Se frotó la cara. Bostezó.
—¿Estuviste levantado anoche hasta muy tarde?
—Ja, ja. Habré dormido cosa de una hora.
—Pues te convendría dormir como yo. Me siento en plena forma, igual que un millón de dólares.
—A propósito… Empecé el libro.
—¿El libro?
—Sí.
—¡Fantástico! Hombre, no pierdes el tiempo.
—Quizá lo que quiero es acabar de una vez.
—¿De verdad lo estás escribiendo ya?
Larry asintió. Le pesaba enormemente la cabeza.
—Ya casi tengo concluido el tercer capítulo. Es…, estoy lanzado. Es realmente impresionante.
—Bueno, Dios, no seré yo quien te interrumpa. Olvida lo que dije sobre los casinos.
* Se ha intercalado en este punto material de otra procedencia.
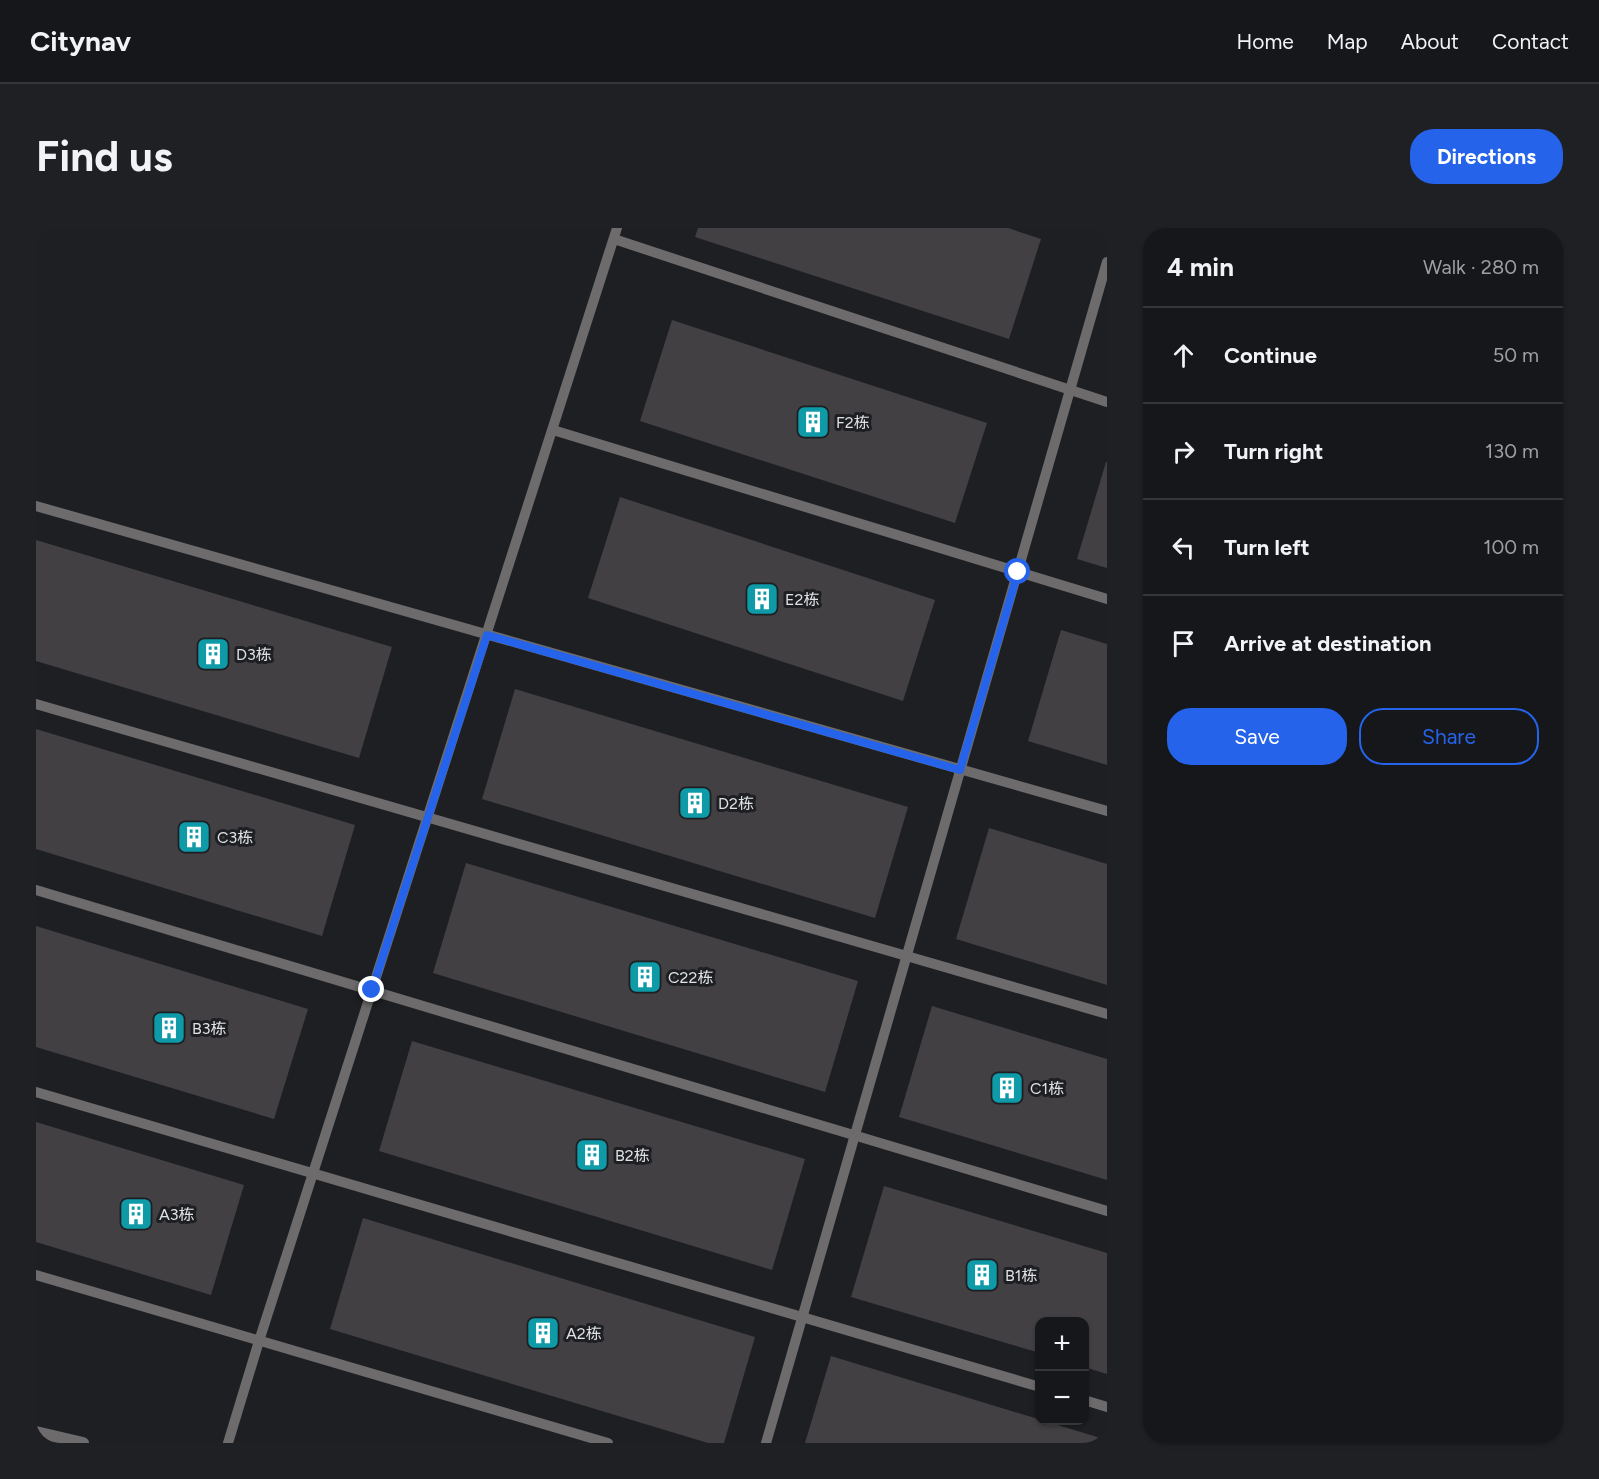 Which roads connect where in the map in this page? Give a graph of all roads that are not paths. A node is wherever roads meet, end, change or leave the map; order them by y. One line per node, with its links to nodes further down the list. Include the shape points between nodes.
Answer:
1 (616, 233): 3 (lane); 5 (lane)
2 (1107, 262): 3 (lane)
3 (1070, 389): 4 (lane); 7 (lane)
4 (1107, 402)
5 (553, 430): 7 (lane); 9 (lane)
6 (36, 506): 9 (lane)
7 (1018, 572): 8 (lane); 11 (lane)
8 (1107, 598)
9 (487, 635): 11 (lane); 13 (lane)
10 (36, 704): 13 (lane)
11 (960, 770): 12 (lane); 15 (lane)
12 (1107, 811)
13 (428, 817): 15 (lane); 16 (lane)
14 (36, 890): 16 (lane)
15 (907, 956): 17 (lane); 19 (lane)
16 (372, 990): 19 (lane); 20 (lane)
17 (1107, 1014)
18 (36, 1092): 20 (lane)
19 (855, 1135): 21 (lane); 23 (lane)
20 (312, 1173): 23 (lane); 24 (lane)
21 (1107, 1211)
22 (36, 1275): 24 (lane)
23 (802, 1317): 25 (lane); 32 (lane)
24 (259, 1341): 30 (lane); 31 (lane)
25 (1035, 1386)
26 (1089, 1402): 27 (lane)
27 (1107, 1407)
28 (36, 1432): 29 (street)
29 (84, 1443)
30 (228, 1443)
31 (608, 1443)
32 (766, 1443) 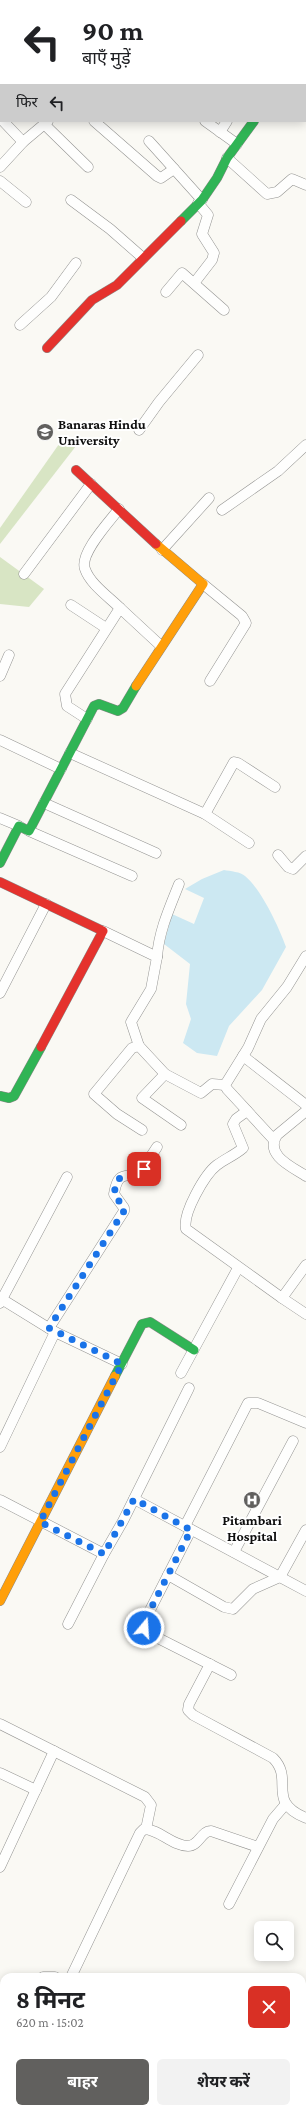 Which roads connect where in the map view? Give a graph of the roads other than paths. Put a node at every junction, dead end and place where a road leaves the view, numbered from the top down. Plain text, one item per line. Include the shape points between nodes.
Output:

Le diré a Barb que no pude arrastrarte fuera de casa.
—¿No le has contado nada sobre… la cosa?
Pete le miró como si Larry hubiese perdido el juicio.
—Se va a enterar tarde o temprano.
—Cuanto más tarde, mejor. ¿Cuánto puedes escribir antes de que Jean y Lane estén de vuelta?
—No lo sé.
—Tienes lo que resta del día de hoy y todo mañana. Además, el ataúd está bastante bien escondido. Puede que transcurra una semana antes de que alguien lo descubra. Rayos, para entonces, ¿quién sabe? Es posible que tengas el libro tan adelantado que ya ni siquiera importe.
—No lo sé —repitió Larry.
—¿Cuántas páginas has escrito?
Larry se encogió de hombros.
—Alrededor de treinta, creo.
La cara de Pete se encendió de entusiasmo.
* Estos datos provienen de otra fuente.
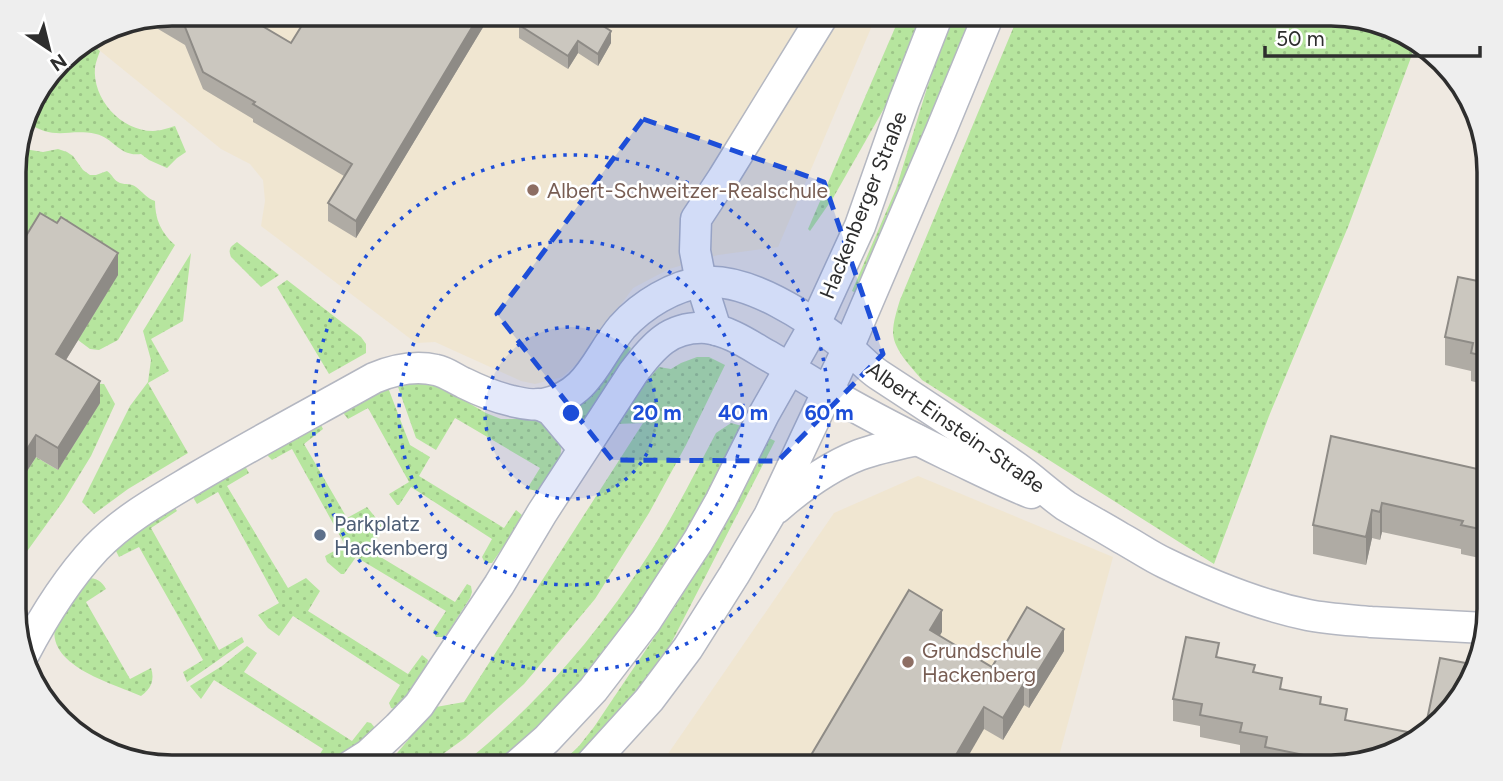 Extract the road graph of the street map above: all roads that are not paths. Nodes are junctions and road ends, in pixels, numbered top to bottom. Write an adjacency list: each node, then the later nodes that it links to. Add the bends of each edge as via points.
1 (816, 26): 4 (street, via 696,219 695,251)
2 (933, 26): 5 (street, Hackenberger Straße, via 860,226)
3 (984, 26): 7 (street, Hackenberger Straße)
4 (701, 282): 5 (street, Albert-Einstein-Straße, via 749,288); 6 (street); 10 (street, via 645,307 623,327 583,383 568,395)
5 (815, 324): 7 (street, Albert-Einstein-Straße); 8 (street, Hackenberger Straße)
6 (716, 330): 8 (street, Albert-Einstein-Straße); 12 (street, via 673,333 653,347)
7 (848, 348): 9 (street, Hackenberger Straße); 13 (street, Albert-Einstein-Straße)
8 (791, 369): 9 (street, Albert-Einstein-Straße); 18 (street, Hackenberger Straße, via 698,541 646,621 593,690)
9 (828, 392): 11 (street, Albert-Einstein-Straße); 14 (street, Hackenberger Straße)
10 (538, 404): 12 (street, via 551,410); 16 (street, via 492,396 439,370 401,369 374,378 125,522 70,578)
11 (917, 440): 13 (street, Albert-Einstein-Straße, via 1006,483); 14 (street, via 839,464 795,492)
12 (583, 448): 17 (street, via 419,705)
13 (1065, 505): 15 (street, Albert-Einstein-Straße, via 1164,562 1265,605 1329,618)
14 (769, 516): 19 (street, Hackenberger Straße, via 688,648)
15 (1476, 627)
16 (30, 642)
17 (368, 755)
18 (529, 755)
19 (599, 755) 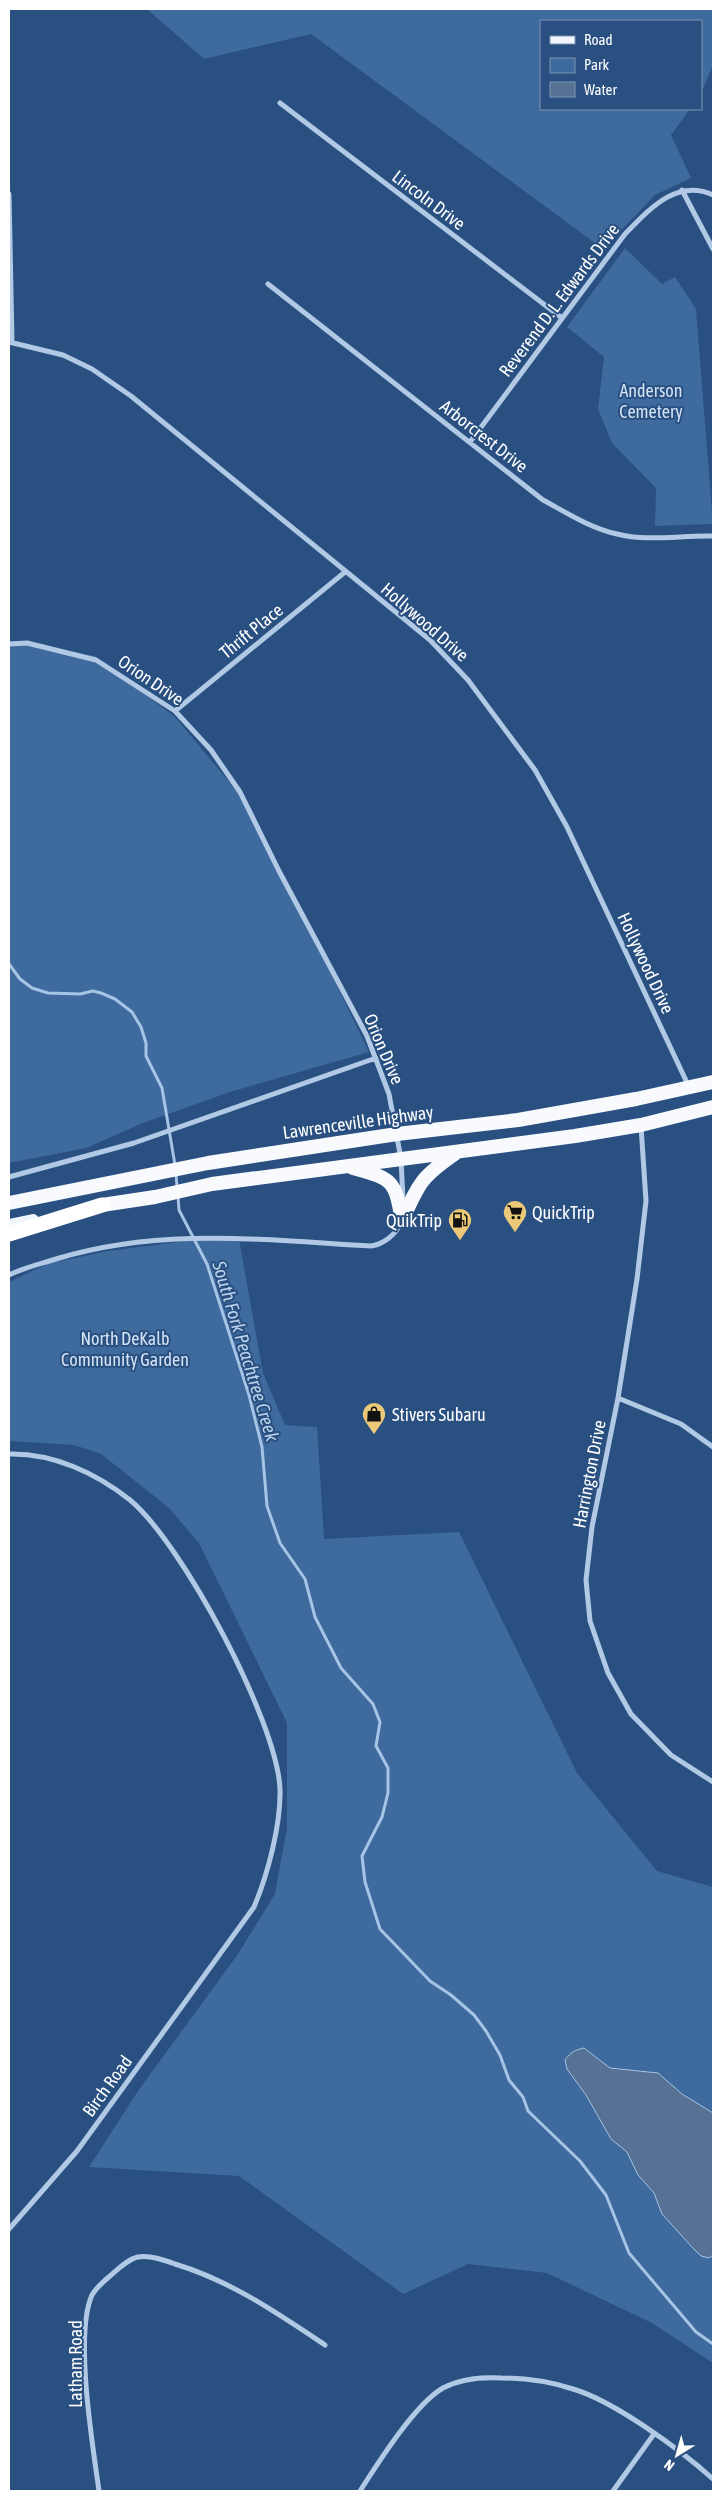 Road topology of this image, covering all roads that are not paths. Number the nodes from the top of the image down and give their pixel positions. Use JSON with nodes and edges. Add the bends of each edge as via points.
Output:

—¡Fabuloso! Treinta. Es increíble. ¿Todo eso lo has hecho esta mañana? Pues no me extraña nada que parezcas una braga.
—Gracias.
—Eh, yo me largo. Vuelve a la tarea y sacúdete unas cuantas páginas más. Es tremebundo. —Salió por la puerta y luego se volvió hacia Larry—. Si te entran ganas de echar un trago y cenar, déjate caer por casa hacia las cinco.
—Vale. Gracias. Aunque, no sé.
Cuando Pete se marchó, Larry anduvo tambaleándose hasta la cama. Se desprendió de las húmedas prendas y se desplomó encima del colchón.
“Descabezaré sólo un sueñecito”, pensó.
Se despertó, jadeante por la falta de aire y empapado de sudor. El reloj de la mesita de noche indicaba que eran las dos y cuarto.